Собственно русская топонимия как источник сведений о
древнем населении севера европейской части России
А. К. Матвеев
Несмотря
на то, что топонимические и диалектологические экспедиции продолжают дарить
лингвистической и исторической науке все новые бесценные факты как собственно
русской, так и субстратной топонимии, лингвисты-полевики уже сознают, что конец
полевых сборов не за горами. Найти хороших информантов все труднее.

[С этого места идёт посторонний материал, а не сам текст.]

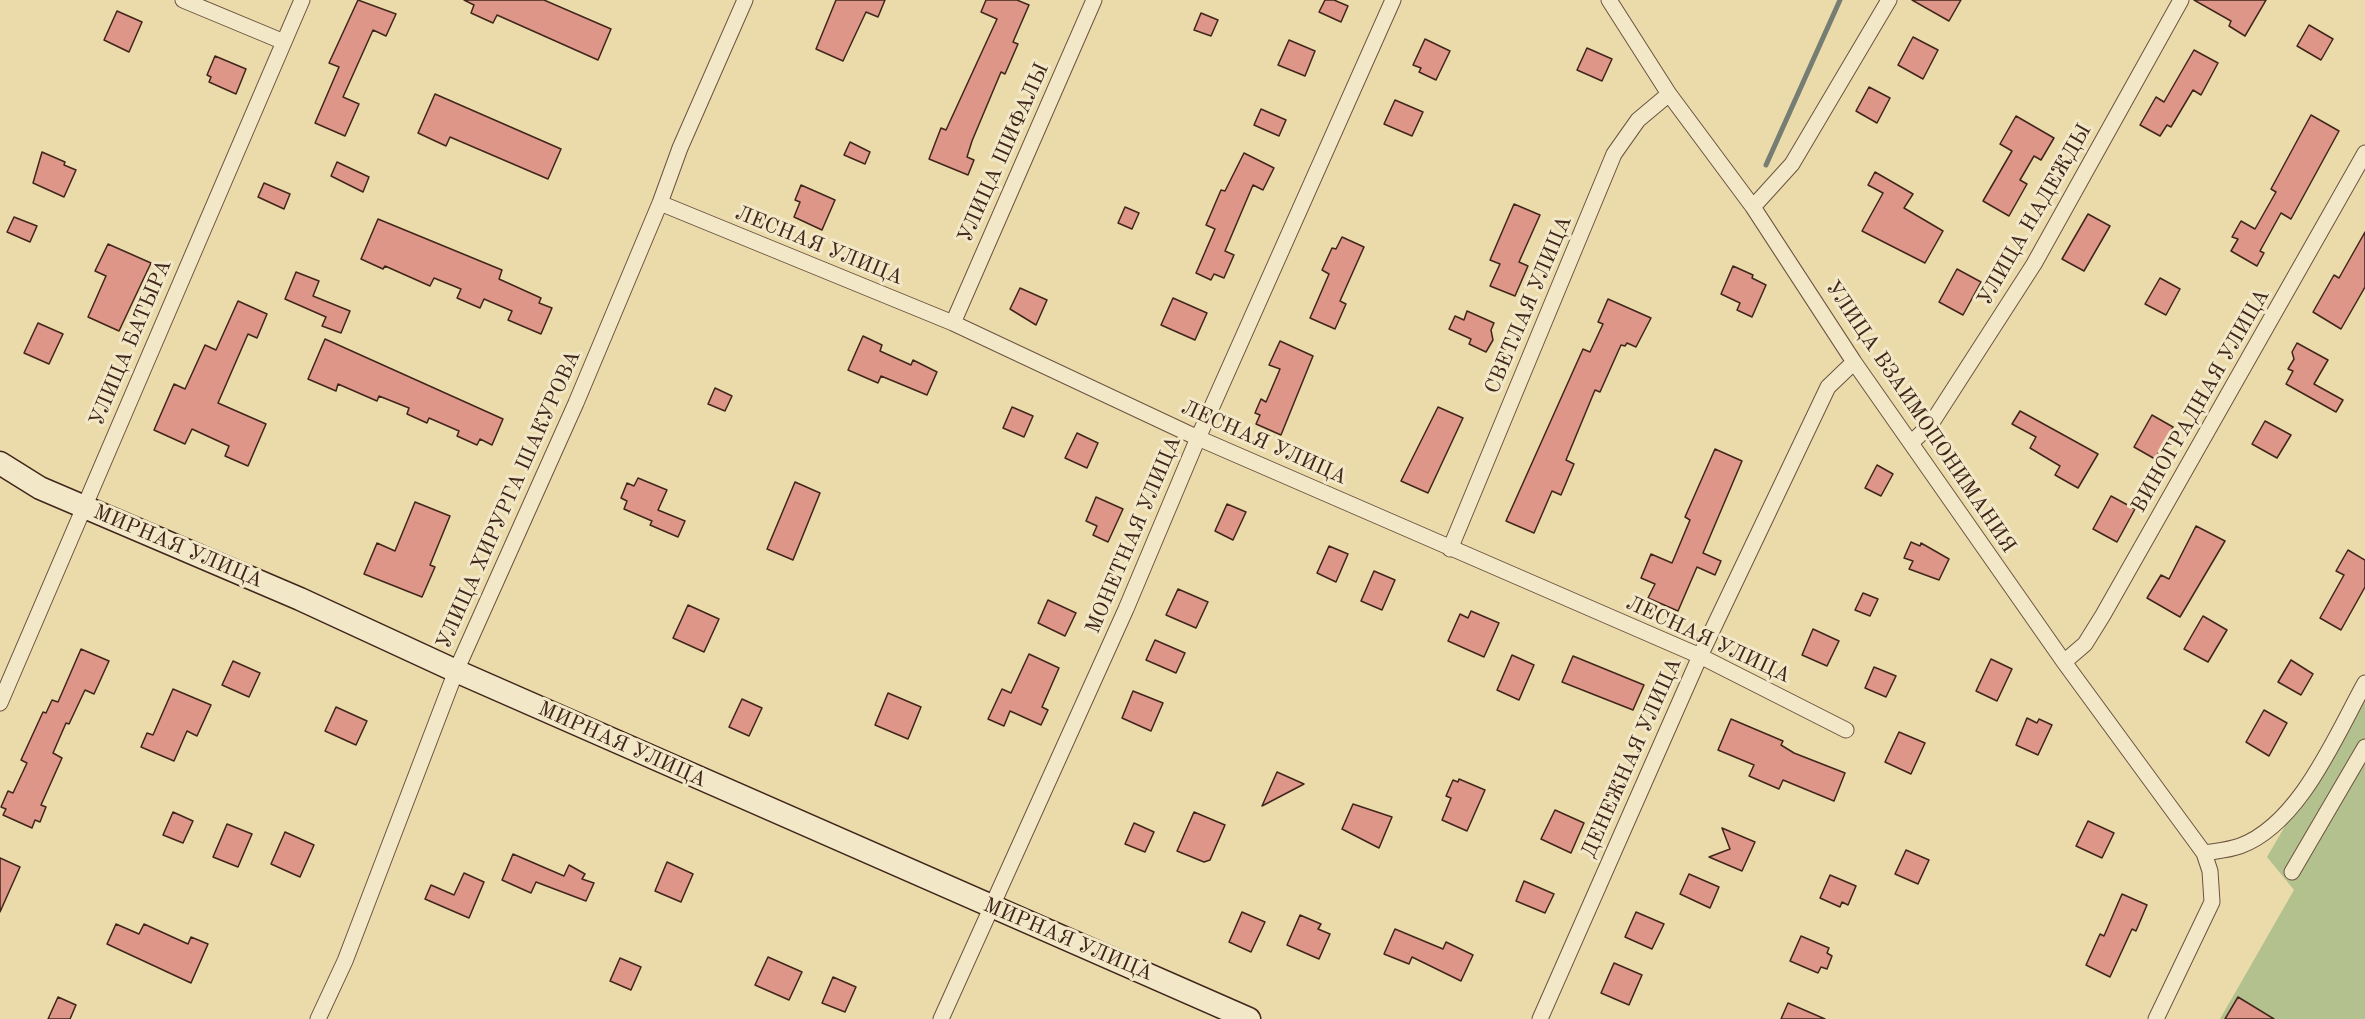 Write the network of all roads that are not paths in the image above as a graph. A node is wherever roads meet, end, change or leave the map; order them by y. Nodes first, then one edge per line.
1 (183, 0) edge
2 (302, 0) edge
3 (746, 0) edge
4 (1094, 0) edge
5 (1393, 0) edge
6 (1609, 0) edge
7 (1889, 0) edge
8 (2181, 0) edge
9 (284, 42) junction
10 (1669, 94) junction
11 (2365, 153) edge
12 (660, 203) junction
13 (1753, 207) junction
14 (953, 323) junction
15 (1854, 362) junction
16 (1198, 438) junction
17 (1911, 443) junction
18 (0, 463) edge
19 (84, 507) junction
20 (1450, 549) junction
21 (1700, 656) junction
22 (2064, 662) junction
23 (456, 671) junction
24 (2365, 682) edge
25 (0, 703) edge
26 (1846, 730) dead end
27 (2365, 747) edge
28 (2204, 853) junction
29 (2292, 872) dead end
30 (992, 908) junction
31 (318, 1019) edge
32 (941, 1019) edge
33 (1249, 1019) edge
34 (1540, 1019) edge
35 (2156, 1019) edge

1 - 9 street
2 - 9 street, УЛИЦА БАТЫРА
3 - 12 street, УЛИЦА ХИРУРГА ШАКУРОВА
4 - 14 street, УЛИЦА ШИФАЛЫ
5 - 16 street, МОНЕТНАЯ УЛИЦА
6 - 10 street, УЛИЦА ВЗАИМОПОНИМАНИЯ
7 - 13 street
8 - 17 street, УЛИЦА НАДЕЖДЫ
9 - 19 street, УЛИЦА БАТЫРА
10 - 13 street, УЛИЦА ВЗАИМОПОНИМАНИЯ
10 - 20 street, СВЕТЛАЯ УЛИЦА
11 - 22 street, ВИНОГРАДНАЯ УЛИЦА
12 - 14 street, ЛЕСНАЯ УЛИЦА
12 - 23 street, УЛИЦА ХИРУРГА ШАКУРОВА
13 - 15 street, УЛИЦА ВЗАИМОПОНИМАНИЯ
14 - 16 street, ЛЕСНАЯ УЛИЦА
15 - 17 street, УЛИЦА ВЗАИМОПОНИМАНИЯ
15 - 21 street, ДЕНЕЖНАЯ УЛИЦА
16 - 20 street, ЛЕСНАЯ УЛИЦА
16 - 30 street, МОНЕТНАЯ УЛИЦА
17 - 22 street, УЛИЦА ВЗАИМОПОНИМАНИЯ
18 - 19 street, МИРНАЯ УЛИЦА
19 - 23 street, МИРНАЯ УЛИЦА
19 - 25 street, УЛИЦА БАТЫРА
20 - 21 street, ЛЕСНАЯ УЛИЦА
21 - 26 street, ЛЕСНАЯ УЛИЦА
21 - 34 street, ДЕНЕЖНАЯ УЛИЦА
22 - 28 street, УЛИЦА ВЗАИМОПОНИМАНИЯ
23 - 30 street, МИРНАЯ УЛИЦА
23 - 31 street, УЛИЦА ХИРУРГА ШАКУРОВА
24 - 28 street
27 - 29 street
28 - 35 street
30 - 32 street, МОНЕТНАЯ УЛИЦА
30 - 33 street, МИРНАЯ УЛИЦА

Экстенсивный сбор фактов завершается.
Разумеется,
многое уже сделано. Богатейшие материалы хранятся в картотеках. Но есть и
обширные лакуны. Собиратели явно не успевают. Поэтому в первую очередь надо
фиксировать самое ценное. А в топонимии любую ценность представляют
сохранившиеся кое-где компактные гнезда топонимов и микротопонимов - реликты
бесписьменных языков, оставленные древним населением.
Поэтому
на смену экстенсивному сбору материала должен прийти направленный (адресный)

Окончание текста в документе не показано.